Now let's start slinging some pizza tips.
Crank it up
Heat is crucial. It helps give your crust the right colour, texture and rise. So preheat your oven – as hot as it can go – for at least 30 minutes. Cook the pizzas on a surface that has been preheated, ideally one that will retain and share the heat well, such as a pizza stone or cast-iron pan. Heating your cast-iron pan on the stovetop for a few minutes before baking works well. Just be sure to keep an eye on your pizza when it's in the oven, because at such a high temperature, it can burn quickly.
Give it time
Up to a certain extent, more time means more flavour. The yeast needs time to work, consuming sugars and creating the byproducts that make pizza dough taste so good. Time is also crucial for providing structure and lift. You can extend the process, and therefore the flavour, by allowing dough to rest in the fridge for a few days. If your recipe calls for just a few hours , don't cut it short. Your patience will be rewarded.
Stretch it out
Shaping the dough takes some getting used to. Traditional Neapolitan-style pizza dough uses bread flour, so it's elastic and can stand up to more handling. Stretch it on the bench first and then drape the dough over your clenched fists. A less elastic dough, requires more care, because it tears easily. Start by enlarging the round with just your fingertips and then gently tug it out.
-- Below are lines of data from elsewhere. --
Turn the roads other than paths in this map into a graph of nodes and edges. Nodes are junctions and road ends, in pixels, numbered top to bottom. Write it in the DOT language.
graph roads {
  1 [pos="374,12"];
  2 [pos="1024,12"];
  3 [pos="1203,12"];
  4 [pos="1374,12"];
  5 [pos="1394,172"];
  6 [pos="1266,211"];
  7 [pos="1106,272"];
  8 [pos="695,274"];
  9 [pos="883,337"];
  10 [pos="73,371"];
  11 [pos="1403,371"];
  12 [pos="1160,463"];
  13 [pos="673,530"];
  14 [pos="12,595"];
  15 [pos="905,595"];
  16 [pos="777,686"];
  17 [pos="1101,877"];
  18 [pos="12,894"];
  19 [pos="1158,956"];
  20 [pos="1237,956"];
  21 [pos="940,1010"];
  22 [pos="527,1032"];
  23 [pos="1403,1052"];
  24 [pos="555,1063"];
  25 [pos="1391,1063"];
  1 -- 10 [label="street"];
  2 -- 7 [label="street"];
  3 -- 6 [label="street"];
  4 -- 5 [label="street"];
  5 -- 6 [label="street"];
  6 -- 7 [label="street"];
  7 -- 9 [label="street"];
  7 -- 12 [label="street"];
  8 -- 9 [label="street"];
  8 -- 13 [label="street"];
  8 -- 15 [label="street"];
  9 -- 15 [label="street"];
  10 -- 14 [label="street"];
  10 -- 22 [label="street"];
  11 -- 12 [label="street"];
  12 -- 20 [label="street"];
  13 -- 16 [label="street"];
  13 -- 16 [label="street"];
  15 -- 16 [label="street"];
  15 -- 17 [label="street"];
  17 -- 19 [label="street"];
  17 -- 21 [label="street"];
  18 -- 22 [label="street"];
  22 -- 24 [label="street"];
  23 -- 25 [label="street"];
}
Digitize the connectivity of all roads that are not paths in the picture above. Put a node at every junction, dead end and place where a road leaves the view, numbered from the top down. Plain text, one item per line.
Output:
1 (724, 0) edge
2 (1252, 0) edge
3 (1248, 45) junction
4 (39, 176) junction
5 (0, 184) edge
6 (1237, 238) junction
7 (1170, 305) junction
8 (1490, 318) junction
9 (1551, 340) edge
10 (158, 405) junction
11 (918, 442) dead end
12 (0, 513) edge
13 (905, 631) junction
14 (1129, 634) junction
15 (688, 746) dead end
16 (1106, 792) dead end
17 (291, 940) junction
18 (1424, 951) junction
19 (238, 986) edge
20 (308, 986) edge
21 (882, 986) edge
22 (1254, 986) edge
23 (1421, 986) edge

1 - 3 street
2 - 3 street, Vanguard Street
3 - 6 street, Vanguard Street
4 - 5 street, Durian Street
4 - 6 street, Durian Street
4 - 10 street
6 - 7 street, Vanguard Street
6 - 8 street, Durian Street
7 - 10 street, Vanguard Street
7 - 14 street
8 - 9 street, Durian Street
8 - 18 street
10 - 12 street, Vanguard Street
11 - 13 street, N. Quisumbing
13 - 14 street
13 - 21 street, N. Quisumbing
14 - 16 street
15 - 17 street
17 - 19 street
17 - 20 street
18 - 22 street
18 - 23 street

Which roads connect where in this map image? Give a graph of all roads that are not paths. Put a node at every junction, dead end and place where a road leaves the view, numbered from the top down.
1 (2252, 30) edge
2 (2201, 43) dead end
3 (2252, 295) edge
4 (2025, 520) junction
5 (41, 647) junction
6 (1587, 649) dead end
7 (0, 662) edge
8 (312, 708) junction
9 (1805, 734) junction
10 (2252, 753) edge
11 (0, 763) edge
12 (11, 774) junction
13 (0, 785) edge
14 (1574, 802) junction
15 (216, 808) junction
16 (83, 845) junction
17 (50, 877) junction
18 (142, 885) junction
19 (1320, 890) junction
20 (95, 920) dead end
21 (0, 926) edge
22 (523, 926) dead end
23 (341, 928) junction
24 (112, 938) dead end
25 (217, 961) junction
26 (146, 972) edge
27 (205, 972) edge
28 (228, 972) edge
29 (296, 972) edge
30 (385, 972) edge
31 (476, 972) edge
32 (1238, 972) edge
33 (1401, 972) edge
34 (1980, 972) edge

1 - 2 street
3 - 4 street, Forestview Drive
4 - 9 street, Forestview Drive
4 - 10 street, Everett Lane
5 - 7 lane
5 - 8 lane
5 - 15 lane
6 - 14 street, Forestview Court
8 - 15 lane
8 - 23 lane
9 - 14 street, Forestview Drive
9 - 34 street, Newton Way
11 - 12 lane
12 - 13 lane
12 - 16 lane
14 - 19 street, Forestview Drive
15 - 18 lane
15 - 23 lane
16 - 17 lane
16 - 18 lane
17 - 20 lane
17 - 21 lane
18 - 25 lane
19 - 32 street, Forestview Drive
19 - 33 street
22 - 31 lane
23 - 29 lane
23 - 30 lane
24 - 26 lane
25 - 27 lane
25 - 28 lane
Regardless of your dough, use enough flour to keep it from sticking to your hands or work surface, and frequently rotate.
When it's gluten-free
As bakers with gluten-free expertise know, working with wheat-free pizza dough calls for different techniques and methods. Its consistency is spongy and damp; wet your hands to keep it from sticking. Resting times are in minutes, rather than hours. Because the dough is so wet, it's best to par-bake the crust before you add toppings. You can refrigerate the dough for a day, but freeze it only after it has been par-baked.
Top it right
Your standard delivery pizza may be loaded with toppings, but less is more when it comes to your homemade pizzas. An abundance can lead to a soggy, dense crust that isn't cooked through. Pre-cooking the toppings also cuts back on their moisture and ensures that they're not still raw by the time the crust is done. You can always add freshly grated cheese, herbs, greens (such as rocket), honey and/or olive oil when the pizza comes out of the oven.
Don't sweat it
It sounds cliche, but the adage "practice makes perfect" is particularly apt when it comes to pizza. Whether you're a novice or a veteran, things can go wrong: The humidity affects the moisture of your dough, you tear a hole in the dough, your crust flops over when you try to transfer it to a skillet or pizza stone. (Been there!) So what? It takes time to learn your dough and your oven. It's okay. Patch together the dough, call the flopped pizza a calzone and eat up. More practice means more pizza, right?